──────── Available records ────────
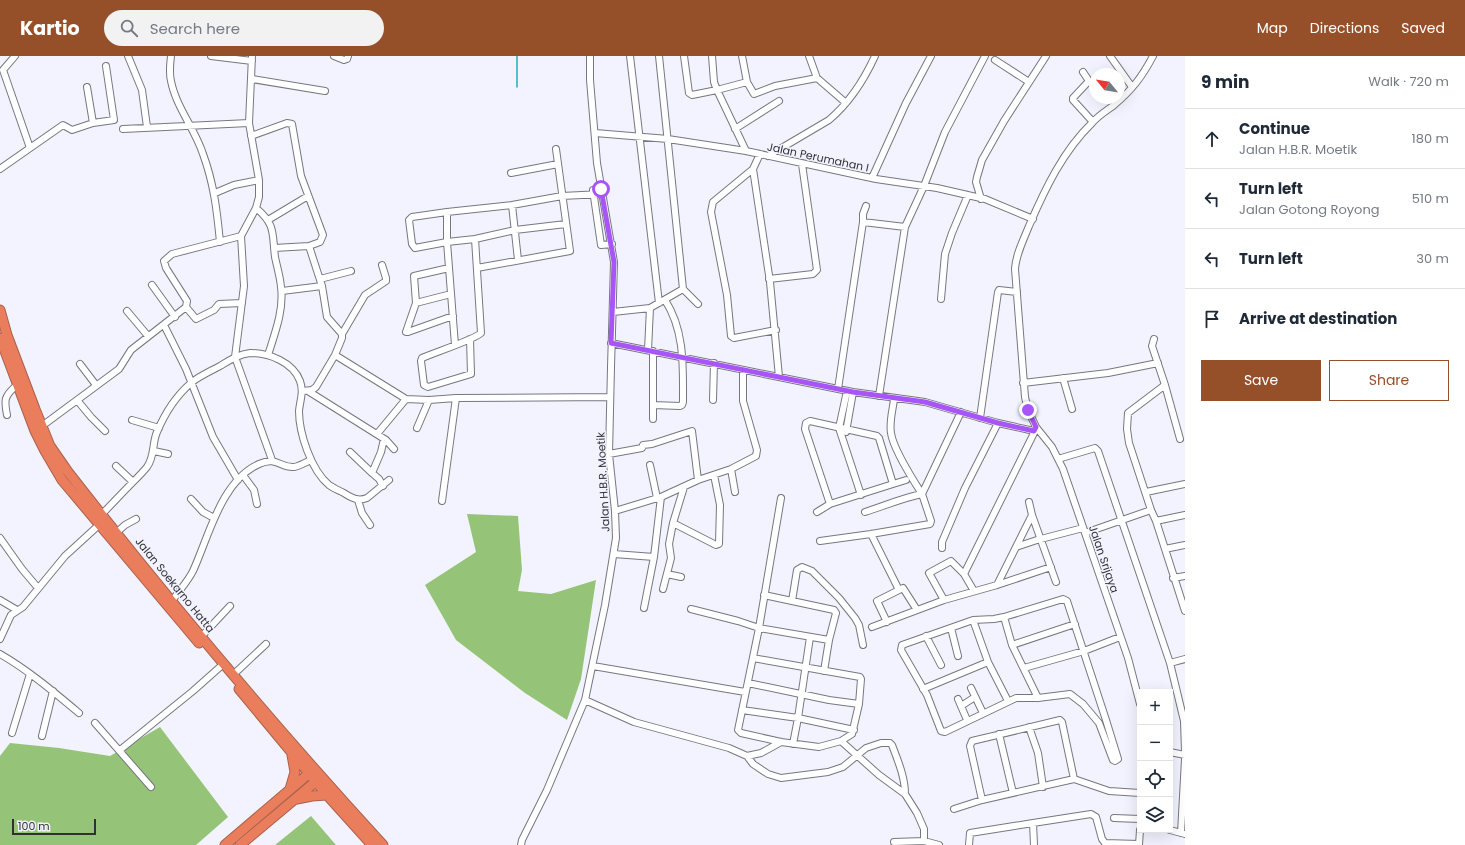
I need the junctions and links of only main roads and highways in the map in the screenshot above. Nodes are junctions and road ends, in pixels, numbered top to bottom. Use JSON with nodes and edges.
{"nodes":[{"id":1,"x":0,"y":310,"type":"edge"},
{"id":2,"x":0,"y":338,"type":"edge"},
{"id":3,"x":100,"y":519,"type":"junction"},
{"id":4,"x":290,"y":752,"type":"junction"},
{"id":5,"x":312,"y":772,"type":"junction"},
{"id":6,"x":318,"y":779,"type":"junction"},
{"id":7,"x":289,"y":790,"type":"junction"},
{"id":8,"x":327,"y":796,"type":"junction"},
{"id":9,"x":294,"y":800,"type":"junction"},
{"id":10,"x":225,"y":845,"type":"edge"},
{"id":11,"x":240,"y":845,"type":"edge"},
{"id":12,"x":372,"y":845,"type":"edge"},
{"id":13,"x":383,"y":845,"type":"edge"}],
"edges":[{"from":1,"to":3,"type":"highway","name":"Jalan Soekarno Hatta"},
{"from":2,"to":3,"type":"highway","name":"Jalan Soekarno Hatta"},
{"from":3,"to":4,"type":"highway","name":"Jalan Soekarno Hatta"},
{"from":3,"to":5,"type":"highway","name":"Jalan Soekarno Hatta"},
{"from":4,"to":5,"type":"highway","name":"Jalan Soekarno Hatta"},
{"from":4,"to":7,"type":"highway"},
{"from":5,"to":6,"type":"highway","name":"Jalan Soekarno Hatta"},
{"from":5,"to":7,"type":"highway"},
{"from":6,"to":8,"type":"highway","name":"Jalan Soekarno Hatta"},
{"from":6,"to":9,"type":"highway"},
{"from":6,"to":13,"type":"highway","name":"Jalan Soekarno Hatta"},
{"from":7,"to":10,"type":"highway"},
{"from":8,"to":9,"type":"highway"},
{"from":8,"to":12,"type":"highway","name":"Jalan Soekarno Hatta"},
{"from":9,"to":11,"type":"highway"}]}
────────
- Required action
With the pictures removed, return the data above word for word.

- Response area
I need the junctions and links of only main roads and highways in the map in the screenshot above. Nodes are junctions and road ends, in pixels, numbered top to bottom. Use JSON with nodes and edges.
{"nodes":[{"id":1,"x":0,"y":310,"type":"edge"},
{"id":2,"x":0,"y":338,"type":"edge"},
{"id":3,"x":100,"y":519,"type":"junction"},
{"id":4,"x":290,"y":752,"type":"junction"},
{"id":5,"x":312,"y":772,"type":"junction"},
{"id":6,"x":318,"y":779,"type":"junction"},
{"id":7,"x":289,"y":790,"type":"junction"},
{"id":8,"x":327,"y":796,"type":"junction"},
{"id":9,"x":294,"y":800,"type":"junction"},
{"id":10,"x":225,"y":845,"type":"edge"},
{"id":11,"x":240,"y":845,"type":"edge"},
{"id":12,"x":372,"y":845,"type":"edge"},
{"id":13,"x":383,"y":845,"type":"edge"}],
"edges":[{"from":1,"to":3,"type":"highway","name":"Jalan Soekarno Hatta"},
{"from":2,"to":3,"type":"highway","name":"Jalan Soekarno Hatta"},
{"from":3,"to":4,"type":"highway","name":"Jalan Soekarno Hatta"},
{"from":3,"to":5,"type":"highway","name":"Jalan Soekarno Hatta"},
{"from":4,"to":5,"type":"highway","name":"Jalan Soekarno Hatta"},
{"from":4,"to":7,"type":"highway"},
{"from":5,"to":6,"type":"highway","name":"Jalan Soekarno Hatta"},
{"from":5,"to":7,"type":"highway"},
{"from":6,"to":8,"type":"highway","name":"Jalan Soekarno Hatta"},
{"from":6,"to":9,"type":"highway"},
{"from":6,"to":13,"type":"highway","name":"Jalan Soekarno Hatta"},
{"from":7,"to":10,"type":"highway"},
{"from":8,"to":9,"type":"highway"},
{"from":8,"to":12,"type":"highway","name":"Jalan Soekarno Hatta"},
{"from":9,"to":11,"type":"highway"}]}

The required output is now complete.